§ PROMPT:
For this exercise, output every line of the data as it stands.

§ DATA RECORDS:
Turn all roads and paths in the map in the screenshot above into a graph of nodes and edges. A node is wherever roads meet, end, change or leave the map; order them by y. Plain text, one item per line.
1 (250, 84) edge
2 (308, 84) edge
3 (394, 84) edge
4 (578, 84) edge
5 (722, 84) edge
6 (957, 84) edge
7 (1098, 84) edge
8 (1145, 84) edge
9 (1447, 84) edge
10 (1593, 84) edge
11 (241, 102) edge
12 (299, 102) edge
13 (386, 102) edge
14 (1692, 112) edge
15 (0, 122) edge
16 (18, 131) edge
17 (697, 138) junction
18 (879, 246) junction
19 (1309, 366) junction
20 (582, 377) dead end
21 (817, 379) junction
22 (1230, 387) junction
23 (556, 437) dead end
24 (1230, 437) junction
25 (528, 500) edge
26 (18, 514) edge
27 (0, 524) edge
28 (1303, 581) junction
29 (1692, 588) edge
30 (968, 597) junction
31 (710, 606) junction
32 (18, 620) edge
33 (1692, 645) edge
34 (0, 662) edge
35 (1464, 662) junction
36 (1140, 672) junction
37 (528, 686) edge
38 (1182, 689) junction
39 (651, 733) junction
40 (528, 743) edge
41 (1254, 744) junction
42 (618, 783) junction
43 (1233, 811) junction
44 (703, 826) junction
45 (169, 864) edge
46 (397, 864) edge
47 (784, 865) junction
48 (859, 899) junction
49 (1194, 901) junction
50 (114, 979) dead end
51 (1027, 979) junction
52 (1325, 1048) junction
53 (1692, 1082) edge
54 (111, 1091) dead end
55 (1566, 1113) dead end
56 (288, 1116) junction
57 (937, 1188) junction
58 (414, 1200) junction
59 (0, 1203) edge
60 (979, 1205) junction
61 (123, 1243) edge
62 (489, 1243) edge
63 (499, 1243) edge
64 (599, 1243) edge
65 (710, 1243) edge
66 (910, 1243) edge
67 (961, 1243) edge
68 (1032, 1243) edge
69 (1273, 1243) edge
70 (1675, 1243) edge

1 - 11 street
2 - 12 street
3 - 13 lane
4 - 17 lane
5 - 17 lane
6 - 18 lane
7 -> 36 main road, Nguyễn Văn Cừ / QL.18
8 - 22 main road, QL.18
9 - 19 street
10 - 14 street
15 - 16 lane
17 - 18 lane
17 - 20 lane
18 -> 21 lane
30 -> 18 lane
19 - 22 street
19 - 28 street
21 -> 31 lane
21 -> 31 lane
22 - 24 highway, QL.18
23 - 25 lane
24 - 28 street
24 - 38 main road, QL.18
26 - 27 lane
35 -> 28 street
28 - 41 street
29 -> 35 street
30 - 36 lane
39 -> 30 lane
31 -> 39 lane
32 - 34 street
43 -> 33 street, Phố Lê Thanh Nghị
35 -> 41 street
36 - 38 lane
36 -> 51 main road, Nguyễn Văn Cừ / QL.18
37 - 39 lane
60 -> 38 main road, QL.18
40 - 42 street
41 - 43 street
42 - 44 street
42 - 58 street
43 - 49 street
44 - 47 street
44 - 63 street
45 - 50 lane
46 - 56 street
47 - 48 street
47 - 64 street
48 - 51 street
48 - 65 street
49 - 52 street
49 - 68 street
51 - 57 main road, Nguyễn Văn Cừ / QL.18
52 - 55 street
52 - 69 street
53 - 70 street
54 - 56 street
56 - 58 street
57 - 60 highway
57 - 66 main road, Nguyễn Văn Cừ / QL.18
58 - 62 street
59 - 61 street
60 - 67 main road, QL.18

§ RESPONSE TO THIS TASK:
Turn all roads and paths in the map in the screenshot above into a graph of nodes and edges. A node is wherever roads meet, end, change or leave the map; order them by y. Plain text, one item per line.
1 (250, 84) edge
2 (308, 84) edge
3 (394, 84) edge
4 (578, 84) edge
5 (722, 84) edge
6 (957, 84) edge
7 (1098, 84) edge
8 (1145, 84) edge
9 (1447, 84) edge
10 (1593, 84) edge
11 (241, 102) edge
12 (299, 102) edge
13 (386, 102) edge
14 (1692, 112) edge
15 (0, 122) edge
16 (18, 131) edge
17 (697, 138) junction
18 (879, 246) junction
19 (1309, 366) junction
20 (582, 377) dead end
21 (817, 379) junction
22 (1230, 387) junction
23 (556, 437) dead end
24 (1230, 437) junction
25 (528, 500) edge
26 (18, 514) edge
27 (0, 524) edge
28 (1303, 581) junction
29 (1692, 588) edge
30 (968, 597) junction
31 (710, 606) junction
32 (18, 620) edge
33 (1692, 645) edge
34 (0, 662) edge
35 (1464, 662) junction
36 (1140, 672) junction
37 (528, 686) edge
38 (1182, 689) junction
39 (651, 733) junction
40 (528, 743) edge
41 (1254, 744) junction
42 (618, 783) junction
43 (1233, 811) junction
44 (703, 826) junction
45 (169, 864) edge
46 (397, 864) edge
47 (784, 865) junction
48 (859, 899) junction
49 (1194, 901) junction
50 (114, 979) dead end
51 (1027, 979) junction
52 (1325, 1048) junction
53 (1692, 1082) edge
54 (111, 1091) dead end
55 (1566, 1113) dead end
56 (288, 1116) junction
57 (937, 1188) junction
58 (414, 1200) junction
59 (0, 1203) edge
60 (979, 1205) junction
61 (123, 1243) edge
62 (489, 1243) edge
63 (499, 1243) edge
64 (599, 1243) edge
65 (710, 1243) edge
66 (910, 1243) edge
67 (961, 1243) edge
68 (1032, 1243) edge
69 (1273, 1243) edge
70 (1675, 1243) edge

1 - 11 street
2 - 12 street
3 - 13 lane
4 - 17 lane
5 - 17 lane
6 - 18 lane
7 -> 36 main road, Nguyễn Văn Cừ / QL.18
8 - 22 main road, QL.18
9 - 19 street
10 - 14 street
15 - 16 lane
17 - 18 lane
17 - 20 lane
18 -> 21 lane
30 -> 18 lane
19 - 22 street
19 - 28 street
21 -> 31 lane
21 -> 31 lane
22 - 24 highway, QL.18
23 - 25 lane
24 - 28 street
24 - 38 main road, QL.18
26 - 27 lane
35 -> 28 street
28 - 41 street
29 -> 35 street
30 - 36 lane
39 -> 30 lane
31 -> 39 lane
32 - 34 street
43 -> 33 street, Phố Lê Thanh Nghị
35 -> 41 street
36 - 38 lane
36 -> 51 main road, Nguyễn Văn Cừ / QL.18
37 - 39 lane
60 -> 38 main road, QL.18
40 - 42 street
41 - 43 street
42 - 44 street
42 - 58 street
43 - 49 street
44 - 47 street
44 - 63 street
45 - 50 lane
46 - 56 street
47 - 48 street
47 - 64 street
48 - 51 street
48 - 65 street
49 - 52 street
49 - 68 street
51 - 57 main road, Nguyễn Văn Cừ / QL.18
52 - 55 street
52 - 69 street
53 - 70 street
54 - 56 street
56 - 58 street
57 - 60 highway
57 - 66 main road, Nguyễn Văn Cừ / QL.18
58 - 62 street
59 - 61 street
60 - 67 main road, QL.18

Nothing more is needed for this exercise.